Actuation Options for the SpiderFLOAT Floating Offshore Wind Substructure

Platform motion in floating offshore wind turbines can produce undesirable effects on the turbine and substructure, including increased loading on critical components and excessive substructure pitch angles and tower top accelerations. Excessive platform motion can be avoided by increasing the floater size, hydrostatic stiffness, turbine control tuning, or by employing substructure actuation. This paper discusses three actuation strategies to better control the mean pitch angle of the innovative floating offshore wind turbine substructure named SpiderFLOAT: active ballasting of the substructure's buoyancy cans, actuation of the tension/stay cables, and actuation of the mooring lines. These three methods aim to minimize the mean system pitch during operational conditions. These methods must respond actively to the range of wind speeds, wave heights and directions, and misalignment of wind and waves that are present under operational conditions. The SpiderFLOAT actuation reduces loading on components of the substructure.

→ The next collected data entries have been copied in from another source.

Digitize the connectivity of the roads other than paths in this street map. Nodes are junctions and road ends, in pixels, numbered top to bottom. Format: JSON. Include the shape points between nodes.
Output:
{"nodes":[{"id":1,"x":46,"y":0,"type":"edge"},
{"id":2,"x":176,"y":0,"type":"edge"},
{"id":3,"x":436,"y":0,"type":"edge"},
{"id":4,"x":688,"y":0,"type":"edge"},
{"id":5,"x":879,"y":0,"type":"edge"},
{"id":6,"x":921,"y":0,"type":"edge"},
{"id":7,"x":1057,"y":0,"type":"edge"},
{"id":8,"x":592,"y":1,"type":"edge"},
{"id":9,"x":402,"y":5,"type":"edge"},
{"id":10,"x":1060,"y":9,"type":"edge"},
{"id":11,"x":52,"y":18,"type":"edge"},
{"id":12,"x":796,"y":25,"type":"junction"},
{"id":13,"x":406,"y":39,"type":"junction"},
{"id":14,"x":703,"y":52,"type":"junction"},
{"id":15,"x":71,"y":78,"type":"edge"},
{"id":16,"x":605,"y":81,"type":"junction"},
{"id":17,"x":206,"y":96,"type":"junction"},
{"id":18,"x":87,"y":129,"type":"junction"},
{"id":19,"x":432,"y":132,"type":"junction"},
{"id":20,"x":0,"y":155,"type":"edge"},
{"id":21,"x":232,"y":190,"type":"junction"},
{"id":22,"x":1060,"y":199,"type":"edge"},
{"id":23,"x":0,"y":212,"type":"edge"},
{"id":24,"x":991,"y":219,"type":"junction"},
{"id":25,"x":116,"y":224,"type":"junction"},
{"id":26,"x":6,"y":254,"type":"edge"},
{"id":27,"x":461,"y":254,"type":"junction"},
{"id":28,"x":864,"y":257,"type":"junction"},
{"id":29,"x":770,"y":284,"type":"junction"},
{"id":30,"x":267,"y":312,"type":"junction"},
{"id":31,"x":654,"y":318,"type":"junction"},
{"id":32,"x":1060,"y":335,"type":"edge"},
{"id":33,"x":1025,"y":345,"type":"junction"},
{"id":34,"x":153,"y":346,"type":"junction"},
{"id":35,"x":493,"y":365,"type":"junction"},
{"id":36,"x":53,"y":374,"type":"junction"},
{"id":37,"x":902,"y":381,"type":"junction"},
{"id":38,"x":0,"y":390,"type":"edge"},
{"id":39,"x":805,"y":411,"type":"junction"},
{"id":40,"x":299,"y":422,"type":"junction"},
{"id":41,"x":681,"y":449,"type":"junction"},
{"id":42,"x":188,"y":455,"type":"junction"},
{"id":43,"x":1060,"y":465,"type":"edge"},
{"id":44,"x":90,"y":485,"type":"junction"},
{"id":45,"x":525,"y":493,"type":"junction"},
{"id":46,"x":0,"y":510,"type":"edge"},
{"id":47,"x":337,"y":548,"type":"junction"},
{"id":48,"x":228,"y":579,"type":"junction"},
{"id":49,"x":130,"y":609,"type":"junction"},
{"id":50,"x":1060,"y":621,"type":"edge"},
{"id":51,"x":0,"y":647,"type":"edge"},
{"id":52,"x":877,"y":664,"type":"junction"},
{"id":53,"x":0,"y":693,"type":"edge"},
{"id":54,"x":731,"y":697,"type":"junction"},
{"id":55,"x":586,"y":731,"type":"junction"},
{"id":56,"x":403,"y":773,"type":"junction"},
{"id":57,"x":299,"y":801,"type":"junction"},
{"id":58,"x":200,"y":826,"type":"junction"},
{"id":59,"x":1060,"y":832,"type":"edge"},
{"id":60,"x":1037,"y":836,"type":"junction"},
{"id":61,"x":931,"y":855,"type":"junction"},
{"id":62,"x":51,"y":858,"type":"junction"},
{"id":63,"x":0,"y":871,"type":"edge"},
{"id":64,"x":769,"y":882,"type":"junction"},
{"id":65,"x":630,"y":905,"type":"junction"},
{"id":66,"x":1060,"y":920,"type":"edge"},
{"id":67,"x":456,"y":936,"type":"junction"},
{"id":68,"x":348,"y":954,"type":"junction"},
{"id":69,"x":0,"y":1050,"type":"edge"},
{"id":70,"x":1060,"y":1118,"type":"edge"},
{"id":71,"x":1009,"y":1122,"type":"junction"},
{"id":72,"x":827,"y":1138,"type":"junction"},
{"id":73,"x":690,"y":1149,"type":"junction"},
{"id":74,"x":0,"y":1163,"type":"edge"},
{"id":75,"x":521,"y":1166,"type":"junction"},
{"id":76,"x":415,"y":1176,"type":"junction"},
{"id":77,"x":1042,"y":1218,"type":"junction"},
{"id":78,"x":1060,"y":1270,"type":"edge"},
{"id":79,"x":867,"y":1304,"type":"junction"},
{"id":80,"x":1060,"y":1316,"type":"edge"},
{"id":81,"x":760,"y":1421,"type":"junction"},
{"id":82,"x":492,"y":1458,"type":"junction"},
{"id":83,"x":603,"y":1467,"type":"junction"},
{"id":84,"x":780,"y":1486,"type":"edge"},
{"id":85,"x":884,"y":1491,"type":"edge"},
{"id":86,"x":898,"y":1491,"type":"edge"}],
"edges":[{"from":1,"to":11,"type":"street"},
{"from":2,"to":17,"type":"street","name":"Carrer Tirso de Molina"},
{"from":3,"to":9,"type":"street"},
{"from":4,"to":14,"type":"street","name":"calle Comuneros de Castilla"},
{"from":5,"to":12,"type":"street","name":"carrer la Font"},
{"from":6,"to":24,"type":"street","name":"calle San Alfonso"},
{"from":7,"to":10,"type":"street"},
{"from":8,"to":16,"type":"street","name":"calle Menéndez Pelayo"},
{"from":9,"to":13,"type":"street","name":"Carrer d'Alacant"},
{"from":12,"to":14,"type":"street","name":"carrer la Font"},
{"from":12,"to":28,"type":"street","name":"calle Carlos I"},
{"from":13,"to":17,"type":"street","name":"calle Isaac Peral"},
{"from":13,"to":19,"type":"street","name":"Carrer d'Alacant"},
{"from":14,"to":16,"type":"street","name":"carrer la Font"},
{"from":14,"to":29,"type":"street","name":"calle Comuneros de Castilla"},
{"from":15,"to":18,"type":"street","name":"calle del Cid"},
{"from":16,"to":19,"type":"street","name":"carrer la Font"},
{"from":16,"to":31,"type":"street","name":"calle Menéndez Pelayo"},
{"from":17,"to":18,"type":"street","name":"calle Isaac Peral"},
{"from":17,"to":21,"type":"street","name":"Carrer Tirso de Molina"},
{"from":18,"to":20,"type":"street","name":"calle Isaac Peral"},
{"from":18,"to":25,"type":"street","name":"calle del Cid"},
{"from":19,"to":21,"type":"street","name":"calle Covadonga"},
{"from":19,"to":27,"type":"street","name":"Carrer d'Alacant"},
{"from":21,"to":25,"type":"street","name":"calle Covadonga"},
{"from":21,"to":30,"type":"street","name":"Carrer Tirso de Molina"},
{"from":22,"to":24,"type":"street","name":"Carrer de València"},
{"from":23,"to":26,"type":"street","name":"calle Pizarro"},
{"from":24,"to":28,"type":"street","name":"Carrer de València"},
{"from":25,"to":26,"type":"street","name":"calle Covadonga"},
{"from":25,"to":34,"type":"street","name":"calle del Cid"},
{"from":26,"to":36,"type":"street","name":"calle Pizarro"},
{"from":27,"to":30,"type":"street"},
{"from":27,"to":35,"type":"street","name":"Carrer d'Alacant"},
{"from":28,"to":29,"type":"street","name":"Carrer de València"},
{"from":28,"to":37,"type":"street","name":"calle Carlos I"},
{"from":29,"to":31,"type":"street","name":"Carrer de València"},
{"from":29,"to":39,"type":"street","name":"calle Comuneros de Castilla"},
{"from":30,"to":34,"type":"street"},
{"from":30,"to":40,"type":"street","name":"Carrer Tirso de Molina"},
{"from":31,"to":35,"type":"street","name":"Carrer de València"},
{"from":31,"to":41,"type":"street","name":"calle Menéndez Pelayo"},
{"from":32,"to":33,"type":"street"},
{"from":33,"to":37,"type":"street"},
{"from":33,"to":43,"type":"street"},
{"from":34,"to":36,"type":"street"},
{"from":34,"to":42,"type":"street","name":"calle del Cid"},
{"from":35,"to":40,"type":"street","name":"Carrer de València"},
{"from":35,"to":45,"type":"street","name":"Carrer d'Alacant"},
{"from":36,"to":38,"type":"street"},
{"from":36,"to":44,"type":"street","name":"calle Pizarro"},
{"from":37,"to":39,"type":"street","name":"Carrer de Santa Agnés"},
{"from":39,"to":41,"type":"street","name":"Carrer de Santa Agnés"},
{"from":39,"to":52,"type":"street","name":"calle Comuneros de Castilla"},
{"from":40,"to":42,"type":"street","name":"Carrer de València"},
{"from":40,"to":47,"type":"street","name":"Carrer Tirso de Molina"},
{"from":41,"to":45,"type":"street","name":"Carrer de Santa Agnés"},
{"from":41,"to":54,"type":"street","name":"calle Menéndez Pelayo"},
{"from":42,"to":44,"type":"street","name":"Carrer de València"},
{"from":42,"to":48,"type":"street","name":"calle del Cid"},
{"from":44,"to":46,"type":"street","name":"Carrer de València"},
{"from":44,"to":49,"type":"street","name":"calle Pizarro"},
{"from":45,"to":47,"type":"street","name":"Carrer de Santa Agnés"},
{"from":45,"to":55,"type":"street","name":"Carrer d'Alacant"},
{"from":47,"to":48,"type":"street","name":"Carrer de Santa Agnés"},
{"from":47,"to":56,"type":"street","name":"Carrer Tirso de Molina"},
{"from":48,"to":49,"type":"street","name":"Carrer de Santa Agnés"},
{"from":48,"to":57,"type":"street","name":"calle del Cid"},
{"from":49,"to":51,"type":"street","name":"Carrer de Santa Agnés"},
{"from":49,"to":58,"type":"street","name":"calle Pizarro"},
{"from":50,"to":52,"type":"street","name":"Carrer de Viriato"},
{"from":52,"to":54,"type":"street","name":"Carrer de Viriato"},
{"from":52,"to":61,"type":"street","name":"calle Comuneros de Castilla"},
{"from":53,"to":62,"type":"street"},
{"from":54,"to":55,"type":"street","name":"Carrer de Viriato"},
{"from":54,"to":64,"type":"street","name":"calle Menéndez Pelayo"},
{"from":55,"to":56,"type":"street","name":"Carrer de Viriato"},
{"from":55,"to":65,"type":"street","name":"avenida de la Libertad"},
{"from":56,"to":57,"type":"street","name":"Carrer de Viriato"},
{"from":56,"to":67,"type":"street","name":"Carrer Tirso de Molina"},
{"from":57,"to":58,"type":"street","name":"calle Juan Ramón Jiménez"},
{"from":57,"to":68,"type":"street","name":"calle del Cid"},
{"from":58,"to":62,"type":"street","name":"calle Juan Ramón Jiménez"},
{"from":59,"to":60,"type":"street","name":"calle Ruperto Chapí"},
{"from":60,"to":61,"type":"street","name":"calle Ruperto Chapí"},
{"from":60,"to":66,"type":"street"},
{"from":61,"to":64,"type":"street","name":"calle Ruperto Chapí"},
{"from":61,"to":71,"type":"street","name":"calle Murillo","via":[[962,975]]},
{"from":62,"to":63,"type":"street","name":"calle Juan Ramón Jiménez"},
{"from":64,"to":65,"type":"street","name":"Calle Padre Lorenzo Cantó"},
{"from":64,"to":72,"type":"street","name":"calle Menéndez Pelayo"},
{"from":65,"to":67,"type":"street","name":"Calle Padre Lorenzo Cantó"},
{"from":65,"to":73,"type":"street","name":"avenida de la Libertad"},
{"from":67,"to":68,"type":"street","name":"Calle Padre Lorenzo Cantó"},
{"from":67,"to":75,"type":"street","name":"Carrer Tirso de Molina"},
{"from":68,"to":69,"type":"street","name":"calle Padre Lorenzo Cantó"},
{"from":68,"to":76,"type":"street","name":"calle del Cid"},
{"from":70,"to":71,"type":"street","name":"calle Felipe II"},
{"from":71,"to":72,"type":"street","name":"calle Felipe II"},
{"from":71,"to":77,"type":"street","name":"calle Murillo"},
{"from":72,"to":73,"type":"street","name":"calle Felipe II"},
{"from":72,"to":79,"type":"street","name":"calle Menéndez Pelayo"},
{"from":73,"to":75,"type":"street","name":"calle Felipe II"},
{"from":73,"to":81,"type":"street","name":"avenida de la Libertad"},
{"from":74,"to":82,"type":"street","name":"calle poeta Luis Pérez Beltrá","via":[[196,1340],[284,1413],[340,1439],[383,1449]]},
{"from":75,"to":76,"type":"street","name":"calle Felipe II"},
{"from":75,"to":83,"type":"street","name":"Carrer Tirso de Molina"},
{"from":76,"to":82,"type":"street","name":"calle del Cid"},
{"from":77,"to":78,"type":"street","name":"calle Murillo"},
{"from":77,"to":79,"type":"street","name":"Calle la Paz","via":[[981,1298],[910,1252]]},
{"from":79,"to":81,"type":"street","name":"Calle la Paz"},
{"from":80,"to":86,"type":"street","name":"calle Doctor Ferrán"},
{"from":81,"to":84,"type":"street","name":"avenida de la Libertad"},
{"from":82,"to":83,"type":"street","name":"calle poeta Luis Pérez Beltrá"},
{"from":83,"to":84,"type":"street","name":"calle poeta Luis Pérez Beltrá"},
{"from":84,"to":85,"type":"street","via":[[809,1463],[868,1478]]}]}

The described FOWT substructure and the effects of these actuation mechanisms were simulated using OrcaFlex, a commercial analysis package that incorporates hydrodynamic and aerodynamic loading and structural dynamics. Initial results indicate that the substructure actuation methods are capable of achieving the desired mean pitch offset thereby bringing the mean pitch to zero and reducing some design driving loads.